Alza de tarifas del transporte

Columnistas, Opinión

Las nuevas tarifas en el transporte interprovincial, vienen con centavos. No es una decisión gratuita, sino producto de los estudios técnicos. Pero, dada la “viveza criolla” tan arraigada en la sociedad ecuatoriana, es posible que los transportistas lleguen a “redondear” las tarifas. Es que los centavos de dólar como que no cuentan en las transacciones financieras.

Ecuador mantiene una contradicción en la política de transporte. Mientras el precio de los combustibles puede subir o bajar según las condiciones económicas, las tarifas de los pasajes permanecen sujetas a negociaciones entre el Estado y los transportistas. El resultado es un sistema rígido, politizado y alejado de la realidad del mercado. Si el combustible aumenta, es razonable que el costo del transporte también se ajuste. Pero cuando el combustible baja, los usuarios deberían recibir el mismo beneficio. Eso casi nunca ocurre porque las tarifas no responden a la oferta y la demanda, sino a decisiones administrativas que suelen llegar tarde y generar conflictos. La solución pasa por liberar ambos mercados. Los precios de los combustibles y los pasajes deben fijarse sin intervención estatal, permitiendo que las variaciones de costos se reflejen de manera transparente. Sin embargo, esta reforma solo tendrá sentido si también existe libre competencia.
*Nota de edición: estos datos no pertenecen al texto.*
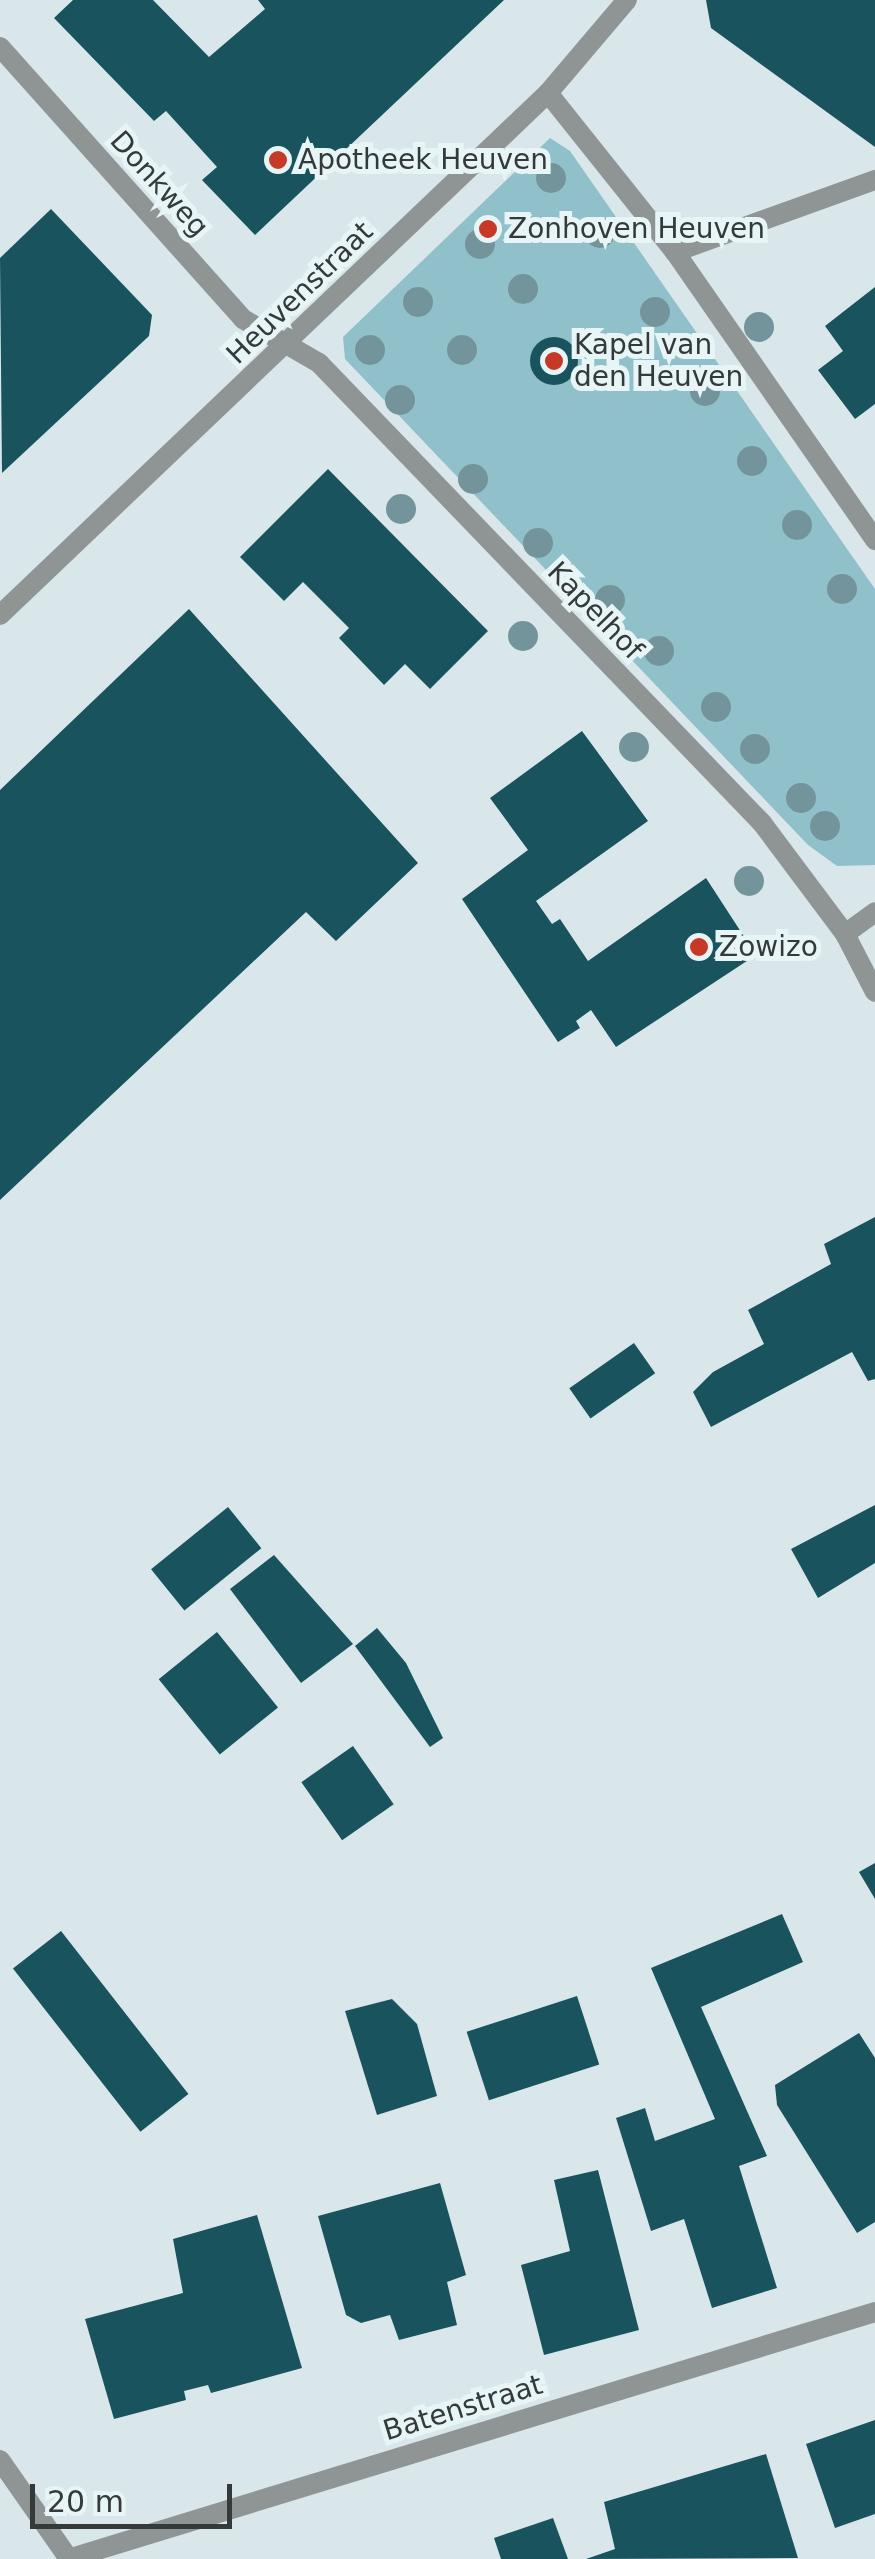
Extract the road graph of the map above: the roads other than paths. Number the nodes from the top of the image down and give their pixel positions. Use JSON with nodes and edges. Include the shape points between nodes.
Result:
{"nodes":[{"id":1,"x":628,"y":0,"type":"edge"},
{"id":2,"x":0,"y":47,"type":"edge"},
{"id":3,"x":548,"y":94,"type":"junction"},
{"id":4,"x":875,"y":180,"type":"edge"},
{"id":5,"x":675,"y":252,"type":"junction"},
{"id":6,"x":287,"y":344,"type":"junction"},
{"id":7,"x":875,"y":540,"type":"edge"},
{"id":8,"x":0,"y":614,"type":"edge"},
{"id":9,"x":875,"y":912,"type":"edge"},
{"id":10,"x":846,"y":934,"type":"junction"},
{"id":11,"x":875,"y":992,"type":"edge"},
{"id":12,"x":875,"y":2312,"type":"edge"},
{"id":13,"x":0,"y":2460,"type":"edge"},
{"id":14,"x":69,"y":2559,"type":"edge"}],
"edges":[{"from":1,"to":3,"type":"street","name":"Heuvenstraat"},
{"from":2,"to":6,"type":"street","name":"Donkweg","via":[[243,318]]},
{"from":3,"to":5,"type":"street"},
{"from":3,"to":6,"type":"street","name":"Heuvenstraat"},
{"from":4,"to":5,"type":"street"},
{"from":5,"to":7,"type":"street"},
{"from":6,"to":8,"type":"street","name":"Heuvenstraat"},
{"from":6,"to":10,"type":"street","name":"Kapelhof","via":[[319,363],[748,809]]},
{"from":9,"to":10,"type":"street"},
{"from":10,"to":11,"type":"street","name":"Kapelhof"},
{"from":12,"to":14,"type":"street","name":"Batenstraat"},
{"from":13,"to":14,"type":"street"}]}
Mientras las rutas y los cupos permanezcan controlados por pocos operadores, no habrá incentivos para mejorar el servicio ni para ofrecer tarifas más competitivas. Modernizar el transporte exige abandonar un modelo estatista que ha quedado rezagado. La competencia, la libertad de empresa y la transparencia en la formación de precios pueden generar un sistema más conveniente y eficiente.

Lo cierto es que el valor de los combustibles, sujeto a un sistema de bandas en función de los precios internacionales del petróleo, ha presionado a que los diversos sectores de la transportación exijan la revisión de las tarifas. Ni las compensaciones, que no son eternas, ni los subsidios que  dan los municipios, contentan a los gremios del  transporte. El golpe, finalmente recaen en los usuarios del servicio. (O)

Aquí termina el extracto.